__Soc2205a-b Healey Chapter 1 Elementary Concepts
in Statistics__

**Data: **Observations gathered through sociological
research. Make sense of data through statistical analysis.

**Description vs. Inference**:

__Descriptive__ statistics used to describe and
explore patterns, trends, and relationships. A way of
summarizing information about a sample.
Example: mean (average), median, standard deviation, etc. can describe one
variable. Tables and graphs are also a way of describing what the distribution
of a sample variable “looks” like (we will look at these in Healey Ch. 2-5). To
describe the relationship between two variables, we use what is called a
measure of association (Healey Ch. 12-16). Measures of association can tell us
1. how strong a relationship between two variables is,
and 2. what the direction of the relationship is (**explain** negative and positive
relationships)

__Inferential__ statistics (Healey Ch. 6-11)
used to make predictions based on the data. To take what is
known about a sample and infer or make a prediction about a population.
Need to have__ random sample__ (see Healey Ch. 6) or __probability__
sample (in order to calculate probability of being able to estimate pop.
parameter.)

Population
= total set of subjects.

Sample
= subset of population.

Statistic
= Numerical summary of sample

Parameter
= Numerical summary of population

Sample
Statistics (Descriptive) à Population Parameters (Inferential)

__Example :__** **

population = all statistics students à mean = population parameter

sample = soc205a class à
mean = sample statistic

**Univariate****, Bivariate, Multivariate = one, two or
multiple variable analysis**

**What are variables?** __Concepts
in numerical form that can vary in value__. Variables are things that we measure, control, or
manipulate in research. They differ in many respects, most notably in the role
they are given in our research and in the type of measures that can be applied
to them.

**Dependent vs. independent
variables.** Independent
variables (also “causal” or “**explanatory**”)
are those that are manipulated. Designated as **X**. Dependent (or “outcome” or “**response**” variables are only measured
or registered. Designated as **Y**. This distinction appears terminologically confusing to
many because, as some students say, "all variables depend on
something." However, once you get used to this distinction, it becomes
indispensable.

**Control Variables - **used in multivariate stats. Usually nominal or ordinal. Used in
multivariate analysis.

**Hypothesis:
**a
statement that describes the relationship between two or more variables.

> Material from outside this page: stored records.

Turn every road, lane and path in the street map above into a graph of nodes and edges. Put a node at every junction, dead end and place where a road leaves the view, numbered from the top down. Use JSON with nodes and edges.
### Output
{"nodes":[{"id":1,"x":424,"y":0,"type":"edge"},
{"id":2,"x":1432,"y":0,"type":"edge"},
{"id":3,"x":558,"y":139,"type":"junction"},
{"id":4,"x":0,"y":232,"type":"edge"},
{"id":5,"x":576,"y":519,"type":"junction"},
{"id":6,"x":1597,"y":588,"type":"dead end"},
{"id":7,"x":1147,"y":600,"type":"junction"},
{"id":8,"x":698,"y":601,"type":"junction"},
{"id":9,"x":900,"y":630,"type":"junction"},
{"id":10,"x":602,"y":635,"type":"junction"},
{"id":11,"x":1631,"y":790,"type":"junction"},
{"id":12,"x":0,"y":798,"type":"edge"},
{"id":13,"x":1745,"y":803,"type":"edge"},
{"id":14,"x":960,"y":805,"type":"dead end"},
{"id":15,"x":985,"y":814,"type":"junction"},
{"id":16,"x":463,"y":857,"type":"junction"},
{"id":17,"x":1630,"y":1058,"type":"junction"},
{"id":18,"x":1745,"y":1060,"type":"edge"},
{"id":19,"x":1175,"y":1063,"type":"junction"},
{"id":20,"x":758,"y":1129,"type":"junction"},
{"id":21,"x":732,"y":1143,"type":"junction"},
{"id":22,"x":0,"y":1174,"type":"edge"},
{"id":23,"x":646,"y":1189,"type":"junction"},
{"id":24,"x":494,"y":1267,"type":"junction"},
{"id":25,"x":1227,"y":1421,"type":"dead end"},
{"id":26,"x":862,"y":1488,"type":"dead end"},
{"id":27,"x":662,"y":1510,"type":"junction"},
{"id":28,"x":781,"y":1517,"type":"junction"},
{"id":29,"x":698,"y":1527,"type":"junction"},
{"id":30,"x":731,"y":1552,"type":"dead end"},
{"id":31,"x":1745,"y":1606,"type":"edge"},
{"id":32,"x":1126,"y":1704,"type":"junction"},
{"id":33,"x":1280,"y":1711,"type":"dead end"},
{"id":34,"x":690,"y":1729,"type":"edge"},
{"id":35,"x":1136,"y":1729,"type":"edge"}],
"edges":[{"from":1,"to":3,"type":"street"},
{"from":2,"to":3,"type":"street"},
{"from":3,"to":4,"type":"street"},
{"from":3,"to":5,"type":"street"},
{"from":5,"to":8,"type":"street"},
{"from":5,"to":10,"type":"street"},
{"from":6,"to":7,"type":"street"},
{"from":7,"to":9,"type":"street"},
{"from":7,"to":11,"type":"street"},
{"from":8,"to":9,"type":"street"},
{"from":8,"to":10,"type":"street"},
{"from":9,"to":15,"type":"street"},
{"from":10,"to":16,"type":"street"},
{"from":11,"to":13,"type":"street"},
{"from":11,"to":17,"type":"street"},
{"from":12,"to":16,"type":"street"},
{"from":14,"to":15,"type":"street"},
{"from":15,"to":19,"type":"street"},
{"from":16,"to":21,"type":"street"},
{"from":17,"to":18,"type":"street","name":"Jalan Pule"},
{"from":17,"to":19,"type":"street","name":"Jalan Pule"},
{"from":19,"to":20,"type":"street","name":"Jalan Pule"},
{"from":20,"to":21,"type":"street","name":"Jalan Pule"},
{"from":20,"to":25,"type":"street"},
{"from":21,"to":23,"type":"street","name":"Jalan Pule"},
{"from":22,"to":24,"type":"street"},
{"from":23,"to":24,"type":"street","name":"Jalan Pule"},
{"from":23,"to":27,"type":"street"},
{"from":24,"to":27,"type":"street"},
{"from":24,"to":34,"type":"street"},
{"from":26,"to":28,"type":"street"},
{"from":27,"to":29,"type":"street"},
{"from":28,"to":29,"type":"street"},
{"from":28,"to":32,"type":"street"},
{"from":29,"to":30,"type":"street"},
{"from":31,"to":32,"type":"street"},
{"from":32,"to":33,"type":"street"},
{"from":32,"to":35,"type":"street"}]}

**Qualitative vs. Quantitative Data:**

Qualitative
= categorical, categories are unordered. No mathematical operations except
percentages or proportions. i.e. marital status

Quantitative
= variables have a numerical format. Various mathematical operations can be
used, including
< >, + -, etc.

**Discrete (finite
number of values - cannot subdivide basic unit of measurement) and Continuous
(infinite number) **i.e. number of children, vs. weight or age. However distinction blurry - depends also on
how variable is measured.

**Measurement scales.** Variables differ in "how well" they can be
measured, i.e., in how much measurable information their measurement scale can
provide. There is obviously some measurement error involved in every
measurement, which determines the "amount of information" that we can
obtain. Another factor that determines the amount of information that can be
provided by a variable is its "**type
of measurement scale**." Specifically variables are classified as (a)
nominal, (b) ordinal, (c) interval or (d) ratio. Your text treats interval
ratio as single type of level of measurement.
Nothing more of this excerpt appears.